Drugs are Govt-run Russian roulette
Hone Harawira obtained cheap publicity this week by wanting to end the lives of drug tourists who import methamphetamine. His idea isn’t new.
Philippine president Rodrigo Duterte encourages vigilantes to liquidate drug criminals and Indonesia periodically ends their lives with bullets, trying to make the world a better place.
The rationale is that drugs destroy lives; so people who sell them need a strong deterrent. It makes sense, using this logic, to sentence a trafficker to 19 years, as happened to a 25-year-old Taiwanese chap this week after a failed attempt to import meth.
If you want to talk about destroying lives, let’s consider this young man and his parents’ heartache. He faces a decade in our penal regime for importing a drug so benign the US has approved it for kids with attention deficit-hyperactivity disorder – under the the name Desoxyn.
A form of methamphetamine is prescribed to help with weight loss, yet we destroy the lives of those who sell it illegally.
A lot of the harm comes from the fact illicit drugs are not made in a professional laboratory but by a gang cook using toxins such as hydrochloric acid.

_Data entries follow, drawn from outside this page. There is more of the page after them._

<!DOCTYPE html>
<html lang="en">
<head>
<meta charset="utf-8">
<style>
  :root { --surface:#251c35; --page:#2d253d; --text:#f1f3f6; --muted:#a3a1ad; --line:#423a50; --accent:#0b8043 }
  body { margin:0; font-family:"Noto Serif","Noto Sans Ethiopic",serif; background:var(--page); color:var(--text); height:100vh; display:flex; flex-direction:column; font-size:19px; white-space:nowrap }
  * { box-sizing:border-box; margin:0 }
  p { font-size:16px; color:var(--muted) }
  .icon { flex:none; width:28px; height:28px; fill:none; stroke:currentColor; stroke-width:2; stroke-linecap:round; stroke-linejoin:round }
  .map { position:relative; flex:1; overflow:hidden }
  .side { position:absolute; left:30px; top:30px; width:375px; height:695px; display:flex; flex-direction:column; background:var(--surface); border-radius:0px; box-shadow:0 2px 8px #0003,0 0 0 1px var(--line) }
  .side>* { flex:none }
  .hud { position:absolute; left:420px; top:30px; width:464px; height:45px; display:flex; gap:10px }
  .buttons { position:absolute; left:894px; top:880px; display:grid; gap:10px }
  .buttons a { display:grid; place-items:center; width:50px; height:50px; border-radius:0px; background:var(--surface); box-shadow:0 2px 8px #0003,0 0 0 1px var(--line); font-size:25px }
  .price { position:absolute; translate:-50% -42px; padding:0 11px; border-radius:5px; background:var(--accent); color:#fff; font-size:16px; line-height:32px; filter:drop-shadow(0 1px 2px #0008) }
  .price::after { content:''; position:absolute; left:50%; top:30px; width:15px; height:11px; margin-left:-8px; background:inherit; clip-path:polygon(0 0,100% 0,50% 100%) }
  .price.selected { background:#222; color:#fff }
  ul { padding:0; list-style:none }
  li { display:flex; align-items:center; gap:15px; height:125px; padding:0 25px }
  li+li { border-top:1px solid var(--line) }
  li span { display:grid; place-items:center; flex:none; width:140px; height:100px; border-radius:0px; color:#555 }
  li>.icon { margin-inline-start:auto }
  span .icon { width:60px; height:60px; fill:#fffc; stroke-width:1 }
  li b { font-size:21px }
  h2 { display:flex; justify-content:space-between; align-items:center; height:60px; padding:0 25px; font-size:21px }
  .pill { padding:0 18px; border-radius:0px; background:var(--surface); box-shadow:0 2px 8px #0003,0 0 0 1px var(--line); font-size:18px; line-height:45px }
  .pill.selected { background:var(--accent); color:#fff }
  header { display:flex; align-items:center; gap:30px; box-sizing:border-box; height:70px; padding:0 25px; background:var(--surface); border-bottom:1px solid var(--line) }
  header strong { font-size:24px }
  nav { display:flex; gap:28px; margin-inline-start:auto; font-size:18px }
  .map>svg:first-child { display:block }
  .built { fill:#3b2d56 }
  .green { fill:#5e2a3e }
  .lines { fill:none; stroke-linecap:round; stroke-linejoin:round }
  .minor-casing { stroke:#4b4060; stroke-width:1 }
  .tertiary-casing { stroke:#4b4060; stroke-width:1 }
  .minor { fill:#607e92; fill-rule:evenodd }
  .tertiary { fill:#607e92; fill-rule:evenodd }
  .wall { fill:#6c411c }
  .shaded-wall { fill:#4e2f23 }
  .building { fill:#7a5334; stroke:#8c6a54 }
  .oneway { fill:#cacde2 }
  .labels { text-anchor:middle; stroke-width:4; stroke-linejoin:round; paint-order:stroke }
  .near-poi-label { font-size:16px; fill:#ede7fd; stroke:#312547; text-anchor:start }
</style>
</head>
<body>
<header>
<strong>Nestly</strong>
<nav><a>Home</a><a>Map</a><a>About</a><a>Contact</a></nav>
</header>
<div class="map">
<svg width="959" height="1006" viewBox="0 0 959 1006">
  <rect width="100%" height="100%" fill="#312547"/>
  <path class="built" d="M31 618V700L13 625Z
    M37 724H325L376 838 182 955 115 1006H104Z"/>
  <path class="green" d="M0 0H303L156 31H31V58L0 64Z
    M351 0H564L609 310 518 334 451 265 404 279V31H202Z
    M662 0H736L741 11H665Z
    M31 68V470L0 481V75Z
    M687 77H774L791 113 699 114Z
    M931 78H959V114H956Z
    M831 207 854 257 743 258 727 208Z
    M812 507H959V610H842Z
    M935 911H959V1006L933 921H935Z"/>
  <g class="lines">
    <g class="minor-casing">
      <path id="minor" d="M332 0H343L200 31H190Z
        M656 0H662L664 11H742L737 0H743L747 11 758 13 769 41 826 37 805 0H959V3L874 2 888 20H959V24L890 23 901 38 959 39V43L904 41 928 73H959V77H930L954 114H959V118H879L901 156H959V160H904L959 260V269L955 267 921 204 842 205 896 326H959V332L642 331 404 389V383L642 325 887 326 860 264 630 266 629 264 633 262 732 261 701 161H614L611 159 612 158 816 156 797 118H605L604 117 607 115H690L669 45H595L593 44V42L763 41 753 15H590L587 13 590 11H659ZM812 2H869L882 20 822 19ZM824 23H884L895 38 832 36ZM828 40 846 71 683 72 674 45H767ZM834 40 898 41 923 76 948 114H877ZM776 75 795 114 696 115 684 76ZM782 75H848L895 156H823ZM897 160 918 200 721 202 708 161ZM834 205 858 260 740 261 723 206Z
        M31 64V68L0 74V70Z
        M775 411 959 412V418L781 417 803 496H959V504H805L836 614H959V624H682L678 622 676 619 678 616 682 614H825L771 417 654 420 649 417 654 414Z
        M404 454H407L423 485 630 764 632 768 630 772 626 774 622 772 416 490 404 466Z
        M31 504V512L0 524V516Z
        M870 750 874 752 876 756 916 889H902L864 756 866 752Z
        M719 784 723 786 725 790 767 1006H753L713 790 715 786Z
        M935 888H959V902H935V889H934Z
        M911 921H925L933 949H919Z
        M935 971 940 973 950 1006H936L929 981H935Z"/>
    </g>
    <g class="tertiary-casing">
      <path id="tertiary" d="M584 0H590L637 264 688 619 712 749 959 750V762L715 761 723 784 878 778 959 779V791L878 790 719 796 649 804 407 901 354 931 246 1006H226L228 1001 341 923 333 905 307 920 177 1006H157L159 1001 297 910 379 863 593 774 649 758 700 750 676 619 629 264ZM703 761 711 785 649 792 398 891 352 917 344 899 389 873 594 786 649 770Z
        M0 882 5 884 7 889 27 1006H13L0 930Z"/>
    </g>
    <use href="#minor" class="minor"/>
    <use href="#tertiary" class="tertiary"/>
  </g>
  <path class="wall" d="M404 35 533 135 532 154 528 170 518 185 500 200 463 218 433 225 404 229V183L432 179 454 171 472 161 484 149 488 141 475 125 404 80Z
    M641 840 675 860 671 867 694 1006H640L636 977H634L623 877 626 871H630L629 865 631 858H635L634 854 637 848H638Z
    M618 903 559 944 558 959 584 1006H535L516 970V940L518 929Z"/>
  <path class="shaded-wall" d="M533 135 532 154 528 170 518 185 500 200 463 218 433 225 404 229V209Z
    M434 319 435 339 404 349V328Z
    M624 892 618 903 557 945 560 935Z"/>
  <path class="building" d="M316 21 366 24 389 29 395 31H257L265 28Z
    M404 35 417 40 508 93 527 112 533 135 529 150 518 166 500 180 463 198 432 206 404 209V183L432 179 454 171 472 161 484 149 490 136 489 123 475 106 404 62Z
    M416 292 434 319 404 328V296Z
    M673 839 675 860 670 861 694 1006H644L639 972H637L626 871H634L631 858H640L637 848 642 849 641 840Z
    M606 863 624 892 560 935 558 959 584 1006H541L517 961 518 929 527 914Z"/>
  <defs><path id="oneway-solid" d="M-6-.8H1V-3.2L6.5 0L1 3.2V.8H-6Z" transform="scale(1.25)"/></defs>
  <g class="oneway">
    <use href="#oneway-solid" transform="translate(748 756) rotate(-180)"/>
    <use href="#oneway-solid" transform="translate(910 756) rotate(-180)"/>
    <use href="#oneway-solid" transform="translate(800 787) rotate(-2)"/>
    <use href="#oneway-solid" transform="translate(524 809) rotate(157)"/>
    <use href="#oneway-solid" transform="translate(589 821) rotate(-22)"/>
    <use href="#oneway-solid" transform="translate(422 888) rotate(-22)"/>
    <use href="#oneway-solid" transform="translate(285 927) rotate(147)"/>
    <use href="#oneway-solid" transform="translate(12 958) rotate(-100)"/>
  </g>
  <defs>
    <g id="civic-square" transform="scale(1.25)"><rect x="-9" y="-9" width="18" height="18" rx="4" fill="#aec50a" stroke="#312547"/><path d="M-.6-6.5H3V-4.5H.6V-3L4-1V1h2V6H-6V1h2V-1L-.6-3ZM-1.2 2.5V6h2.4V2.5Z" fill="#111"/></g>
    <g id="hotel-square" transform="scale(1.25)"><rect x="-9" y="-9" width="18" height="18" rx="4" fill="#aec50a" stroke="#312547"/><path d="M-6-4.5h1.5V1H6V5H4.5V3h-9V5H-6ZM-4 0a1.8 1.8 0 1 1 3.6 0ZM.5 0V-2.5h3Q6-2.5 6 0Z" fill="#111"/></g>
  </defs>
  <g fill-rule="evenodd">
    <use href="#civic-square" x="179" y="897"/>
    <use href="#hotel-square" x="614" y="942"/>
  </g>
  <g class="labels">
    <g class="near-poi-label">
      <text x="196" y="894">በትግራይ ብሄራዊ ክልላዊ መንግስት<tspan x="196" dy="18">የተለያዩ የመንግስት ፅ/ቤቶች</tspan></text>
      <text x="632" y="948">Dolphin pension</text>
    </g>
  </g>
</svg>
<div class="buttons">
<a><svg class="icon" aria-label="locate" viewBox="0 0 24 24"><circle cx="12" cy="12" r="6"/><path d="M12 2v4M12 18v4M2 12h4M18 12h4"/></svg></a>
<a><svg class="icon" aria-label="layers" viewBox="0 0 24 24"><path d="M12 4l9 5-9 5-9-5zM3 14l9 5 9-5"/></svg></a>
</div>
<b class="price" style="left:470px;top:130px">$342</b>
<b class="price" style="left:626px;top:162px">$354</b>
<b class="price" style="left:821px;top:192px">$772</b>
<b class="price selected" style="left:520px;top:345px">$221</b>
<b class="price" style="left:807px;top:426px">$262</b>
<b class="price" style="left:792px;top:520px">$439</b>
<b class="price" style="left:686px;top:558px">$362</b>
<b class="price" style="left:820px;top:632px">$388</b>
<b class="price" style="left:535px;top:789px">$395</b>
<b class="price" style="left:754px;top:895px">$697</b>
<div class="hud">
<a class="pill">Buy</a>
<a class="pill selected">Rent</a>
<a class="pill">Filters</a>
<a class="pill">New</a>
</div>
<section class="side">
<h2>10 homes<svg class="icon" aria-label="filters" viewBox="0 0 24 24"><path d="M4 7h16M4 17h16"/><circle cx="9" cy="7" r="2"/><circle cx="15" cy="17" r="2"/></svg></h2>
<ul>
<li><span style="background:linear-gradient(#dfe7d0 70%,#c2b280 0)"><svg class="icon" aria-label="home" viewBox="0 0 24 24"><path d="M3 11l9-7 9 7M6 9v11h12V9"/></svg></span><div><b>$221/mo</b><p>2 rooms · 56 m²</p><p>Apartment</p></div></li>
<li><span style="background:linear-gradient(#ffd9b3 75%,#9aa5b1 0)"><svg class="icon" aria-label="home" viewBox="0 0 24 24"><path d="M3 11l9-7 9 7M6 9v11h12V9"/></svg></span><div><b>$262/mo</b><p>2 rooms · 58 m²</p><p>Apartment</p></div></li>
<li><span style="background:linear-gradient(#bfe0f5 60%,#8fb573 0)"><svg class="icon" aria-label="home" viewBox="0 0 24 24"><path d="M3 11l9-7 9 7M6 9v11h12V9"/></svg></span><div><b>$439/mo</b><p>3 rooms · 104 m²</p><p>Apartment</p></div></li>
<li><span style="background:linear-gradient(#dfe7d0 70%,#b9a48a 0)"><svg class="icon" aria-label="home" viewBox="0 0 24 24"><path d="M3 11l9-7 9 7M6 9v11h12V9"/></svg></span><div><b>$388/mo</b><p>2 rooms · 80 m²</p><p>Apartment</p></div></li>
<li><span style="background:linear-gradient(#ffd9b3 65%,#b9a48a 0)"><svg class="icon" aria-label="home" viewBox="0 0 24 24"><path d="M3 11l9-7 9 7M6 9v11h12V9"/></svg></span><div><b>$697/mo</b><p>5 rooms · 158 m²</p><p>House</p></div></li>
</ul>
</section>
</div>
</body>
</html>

Police then point to people getting sick from those toxins and demand ever-longer sentences. If drugs were made by Bayer and sold in a pharmacy much of the harm would disappear.
Think of drug laws as a game of government-run Russian roulette. The more severe the punishment the more profit. No matter how severe the consequences, someone will be willing to play.
It’s stretching credibility to assume convicts would have led virtuous lives but for the rewards of the drug trade, but making something illegal creates opportunities for lawbreakers.
We shut our minds to the drug villains; pushers are the epitome of evil and there is a sense of satisfaction when their lives are crushed by oppressive jail sentences. Yet we ignore the inevitability of the result. We have created an incentive machine that will lure some people; and some will have their lives destroyed.